Based on recent news stories related to the Amaila Fall Hydroelectric Project (AFHEP), I feel compelled to suggest that work on the project be immediately postponed until after the 2011 elections to give a potentially new government an opportunity to do a thorough and transparent appraisal of this bungling and very costly project before continuing.
This suggestion is premised on the number of questions that continue to swirl around the changing estimated costs of the project, and now the appearance of the Chinese playing a dominant role in its construction and operation.
Originally, the estimated cost was pegged at US$450M, before jumping to US$500M, and has since been floated between US$600M and US$800M. Also originally, Synergy Holdings was supposed to be the main contractor, as per a published 2006 MOU, and it was supposed to hire Sithe Global to do the construction of the project, but now we are being told that China Railway First Group Limited will likely be building the plant.

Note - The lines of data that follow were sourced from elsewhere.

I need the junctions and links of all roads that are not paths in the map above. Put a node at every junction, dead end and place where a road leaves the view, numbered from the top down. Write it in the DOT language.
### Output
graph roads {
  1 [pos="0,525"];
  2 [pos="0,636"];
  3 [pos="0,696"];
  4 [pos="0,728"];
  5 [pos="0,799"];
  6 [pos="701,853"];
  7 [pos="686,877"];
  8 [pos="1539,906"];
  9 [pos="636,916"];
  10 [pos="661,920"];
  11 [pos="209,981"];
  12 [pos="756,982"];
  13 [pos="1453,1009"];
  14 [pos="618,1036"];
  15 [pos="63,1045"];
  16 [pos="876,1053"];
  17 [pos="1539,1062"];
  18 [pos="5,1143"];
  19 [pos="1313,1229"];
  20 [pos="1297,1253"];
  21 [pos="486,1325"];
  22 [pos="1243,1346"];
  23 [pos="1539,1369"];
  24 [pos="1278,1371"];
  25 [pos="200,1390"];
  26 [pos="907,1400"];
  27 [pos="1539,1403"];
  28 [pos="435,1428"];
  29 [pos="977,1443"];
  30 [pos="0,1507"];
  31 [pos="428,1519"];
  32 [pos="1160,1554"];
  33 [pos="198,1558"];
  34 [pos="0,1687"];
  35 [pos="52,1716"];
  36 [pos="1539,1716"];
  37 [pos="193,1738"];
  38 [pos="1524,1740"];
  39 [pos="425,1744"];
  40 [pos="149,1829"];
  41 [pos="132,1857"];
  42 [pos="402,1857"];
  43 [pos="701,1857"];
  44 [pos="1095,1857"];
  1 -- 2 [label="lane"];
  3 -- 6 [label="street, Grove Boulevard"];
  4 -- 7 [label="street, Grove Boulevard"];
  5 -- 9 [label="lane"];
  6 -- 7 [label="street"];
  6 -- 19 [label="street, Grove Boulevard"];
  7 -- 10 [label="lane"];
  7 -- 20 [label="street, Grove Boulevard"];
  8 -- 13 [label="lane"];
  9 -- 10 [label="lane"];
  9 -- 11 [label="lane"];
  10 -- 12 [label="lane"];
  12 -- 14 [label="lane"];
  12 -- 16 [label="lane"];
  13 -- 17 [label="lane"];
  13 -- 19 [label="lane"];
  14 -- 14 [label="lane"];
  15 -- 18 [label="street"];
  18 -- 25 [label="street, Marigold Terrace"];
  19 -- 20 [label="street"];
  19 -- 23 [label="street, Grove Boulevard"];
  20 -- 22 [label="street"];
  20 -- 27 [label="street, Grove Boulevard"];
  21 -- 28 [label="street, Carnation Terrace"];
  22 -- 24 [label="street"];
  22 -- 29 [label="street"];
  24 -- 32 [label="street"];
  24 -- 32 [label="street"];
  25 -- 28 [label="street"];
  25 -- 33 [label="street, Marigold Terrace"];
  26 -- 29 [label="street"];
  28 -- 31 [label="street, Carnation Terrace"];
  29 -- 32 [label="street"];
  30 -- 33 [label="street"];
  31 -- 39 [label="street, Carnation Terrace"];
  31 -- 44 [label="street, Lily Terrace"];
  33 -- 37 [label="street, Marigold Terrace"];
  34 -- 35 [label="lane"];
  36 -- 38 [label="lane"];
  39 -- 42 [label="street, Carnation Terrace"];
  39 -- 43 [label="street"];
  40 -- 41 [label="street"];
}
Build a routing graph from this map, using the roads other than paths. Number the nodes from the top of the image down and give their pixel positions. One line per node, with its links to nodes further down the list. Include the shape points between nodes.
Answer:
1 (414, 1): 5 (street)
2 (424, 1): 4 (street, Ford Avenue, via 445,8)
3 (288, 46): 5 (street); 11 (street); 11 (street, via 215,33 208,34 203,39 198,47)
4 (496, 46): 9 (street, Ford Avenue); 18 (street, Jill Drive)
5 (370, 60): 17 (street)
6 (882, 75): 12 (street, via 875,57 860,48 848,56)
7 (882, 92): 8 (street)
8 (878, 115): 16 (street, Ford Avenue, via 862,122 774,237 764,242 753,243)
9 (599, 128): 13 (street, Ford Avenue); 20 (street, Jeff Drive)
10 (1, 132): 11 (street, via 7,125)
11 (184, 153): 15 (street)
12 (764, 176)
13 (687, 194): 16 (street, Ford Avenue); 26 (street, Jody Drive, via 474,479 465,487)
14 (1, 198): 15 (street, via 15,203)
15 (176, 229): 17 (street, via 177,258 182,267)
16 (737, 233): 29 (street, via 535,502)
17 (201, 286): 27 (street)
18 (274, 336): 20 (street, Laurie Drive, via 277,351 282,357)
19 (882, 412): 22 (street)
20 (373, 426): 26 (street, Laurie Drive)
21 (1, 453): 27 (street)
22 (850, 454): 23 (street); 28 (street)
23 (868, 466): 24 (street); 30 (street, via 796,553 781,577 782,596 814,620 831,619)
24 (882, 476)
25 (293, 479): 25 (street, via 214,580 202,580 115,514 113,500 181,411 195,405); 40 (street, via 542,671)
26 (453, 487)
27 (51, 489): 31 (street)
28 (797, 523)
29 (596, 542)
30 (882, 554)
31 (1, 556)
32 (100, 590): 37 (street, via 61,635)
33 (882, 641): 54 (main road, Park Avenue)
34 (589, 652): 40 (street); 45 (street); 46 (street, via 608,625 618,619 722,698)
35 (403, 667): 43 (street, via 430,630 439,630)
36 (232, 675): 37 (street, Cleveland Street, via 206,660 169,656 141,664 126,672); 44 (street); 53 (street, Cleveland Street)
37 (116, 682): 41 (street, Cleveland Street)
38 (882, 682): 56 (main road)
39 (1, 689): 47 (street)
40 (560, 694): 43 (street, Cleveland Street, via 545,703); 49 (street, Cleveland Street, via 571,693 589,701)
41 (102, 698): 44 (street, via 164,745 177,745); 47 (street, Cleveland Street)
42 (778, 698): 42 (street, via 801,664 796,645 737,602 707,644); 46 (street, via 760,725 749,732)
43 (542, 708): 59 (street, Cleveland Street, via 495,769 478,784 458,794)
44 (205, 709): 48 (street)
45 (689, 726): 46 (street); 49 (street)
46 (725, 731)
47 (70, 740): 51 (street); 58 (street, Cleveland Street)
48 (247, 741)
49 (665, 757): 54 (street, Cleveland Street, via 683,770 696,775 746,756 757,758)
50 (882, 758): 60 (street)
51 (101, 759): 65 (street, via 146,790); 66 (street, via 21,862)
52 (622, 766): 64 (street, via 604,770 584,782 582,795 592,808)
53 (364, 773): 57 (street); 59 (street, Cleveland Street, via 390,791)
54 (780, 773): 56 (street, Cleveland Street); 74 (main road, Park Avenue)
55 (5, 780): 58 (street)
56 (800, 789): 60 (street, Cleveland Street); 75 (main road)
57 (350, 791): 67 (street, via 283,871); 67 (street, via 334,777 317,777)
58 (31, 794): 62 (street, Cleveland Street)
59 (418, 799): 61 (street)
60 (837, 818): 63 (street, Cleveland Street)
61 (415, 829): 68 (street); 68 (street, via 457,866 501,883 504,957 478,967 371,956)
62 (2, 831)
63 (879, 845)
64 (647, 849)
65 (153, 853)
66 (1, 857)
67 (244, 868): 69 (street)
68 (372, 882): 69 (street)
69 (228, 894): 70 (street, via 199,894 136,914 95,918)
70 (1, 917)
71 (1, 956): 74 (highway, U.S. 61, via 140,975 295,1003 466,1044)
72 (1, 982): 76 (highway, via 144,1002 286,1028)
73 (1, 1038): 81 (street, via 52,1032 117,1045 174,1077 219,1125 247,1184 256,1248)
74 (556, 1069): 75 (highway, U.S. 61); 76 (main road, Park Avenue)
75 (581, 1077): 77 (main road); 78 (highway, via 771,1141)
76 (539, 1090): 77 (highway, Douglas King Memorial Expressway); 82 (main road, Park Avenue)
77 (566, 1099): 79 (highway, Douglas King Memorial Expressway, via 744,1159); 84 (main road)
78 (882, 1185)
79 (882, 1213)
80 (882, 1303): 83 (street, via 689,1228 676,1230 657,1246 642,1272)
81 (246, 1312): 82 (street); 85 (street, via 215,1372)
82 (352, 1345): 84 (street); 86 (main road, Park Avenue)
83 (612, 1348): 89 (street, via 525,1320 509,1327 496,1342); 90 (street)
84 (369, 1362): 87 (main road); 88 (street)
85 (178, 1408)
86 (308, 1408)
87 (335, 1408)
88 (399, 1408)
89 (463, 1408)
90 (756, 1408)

Meanwhile, Synergy, which has been downgraded from being responsible for the entire project to merely building the US$15.4M road and river crossings leading to the facility, may now be hiring the Chinese to help build the road. Like the One Laptop Per Family project, this AFHEP project demands transparency now or a halt to its execution until after elections.
While China Development Bank and the World Bank were identified as the principal sources of financing for the AFHEP, the World Bank disclosed it had never received a copy of the project’s proposal for feasibility review, and it gave negative reviews of Sithe Global’s handling of the Uganda hydro project, which incurred both high cost overruns and the ire of Ugandans.
President Bharrat Jagdeo then proceeded to China last year where he signed an agreement with the China Development Bank and the China Railway First Group Company for US$500M towards the AFHEP, after which we learned that the World Bank finally obtained a copy of the proposal and would have released its findings by January last.
As we await the World Bank’s findings, we are suddenly being told that Chinese (whether being brought into the country or already in the country) will make up the majority of the labour force on the project, giving the appearance that the Jagdeo administration negotiated for more than just money; it appears as though it negotiated away the right of Guyanese to make up the majority of the labour force on a project that involves Guyana’s natural resources.
Moreover, if the Build, Own Operate and Transfer (BOOT) clause is in the agreement the President negotiated in China, it could mean that the Chinese, who provided the US$500M loan, could then become the builders and owners who will operate the facility until their investments are recouped, before transferring the facility to the GPL.
The foregoing scenario raises some serious questions, chief among them being, 1) how will we know the actual construction costs to determine whether there are cost overruns? And 2) how will we know the rates which the owners are charging us are fairly set? What is there to protect Guyanese from repaying the cost of this project for the unforeseeable future? Where is the transparency, Mr. President?
For their part, the Chinese, who are not known for transparency, are not in this for global helpfulness, but to make money while gaining political traction as major world players.
And since China has been dubbed the world’s biggest sweat shop where ordinary workers endure 12-hour days and get paid pennies to the new millionaires’ dollars, we have a right to ask whether there will be a disparity in the wages being earned by Chinese labourers versus wages earned by Guyanese labourers on the AFHEP. Any benefits on the table?
I am aware some Guyanese would rather forego those questions in favour of having the project built, even going so far to ask if there is anyone else willing to come up with the kind of money the Chinese have for the project. Personally, I think we do need the project, but I don’t think we should ever sell ourselves short when it comes to our precious natural resources or even our capacity to rise to any challenge that would develop our country. We should not give to the Chinese what we denied Western nations!
And what is US$700M or US$800M among Guyanese at home and in the Diaspora if we have a transparent and accountable government, with a clearly defined vision for building a hydro project to ease Guyana’s energy bills?
Overseas Guyanese remit over US$300M a year to Guyana, so all the government had to do was to come up with the plan for the project and offer government-backed bonds and or shares to Guyanese at home and abroad, so that this project will not only be largely financed by Guyanese, but owned by Guyanese who will be the consumers of the electricity generated. Why should we be paying the Chinese to develop and manage our resources when we can do it ourselves?
Mr. Editor, I may be wrong, but I have this gut feeling that this government does not want to see Guyanese prosper; only a handful of its friends, families and associates. I also wouldn’t be surprised if the AFHEP originally was supposed to be a public-private partnership in which the ‘private investors’ would have reaped the whirlwind of profits on the backs of local consumers, but after the ‘spit’ started hitting the fan, the government was left with a huge mess it is now trying to clean up at the expense of the this generation and probably the next.
I feel deeply uncomfortable that the government may have saddled Guyanese with a process and a project riddled with political, financial and logistical questions, and this is why this project should be shelved until after elections.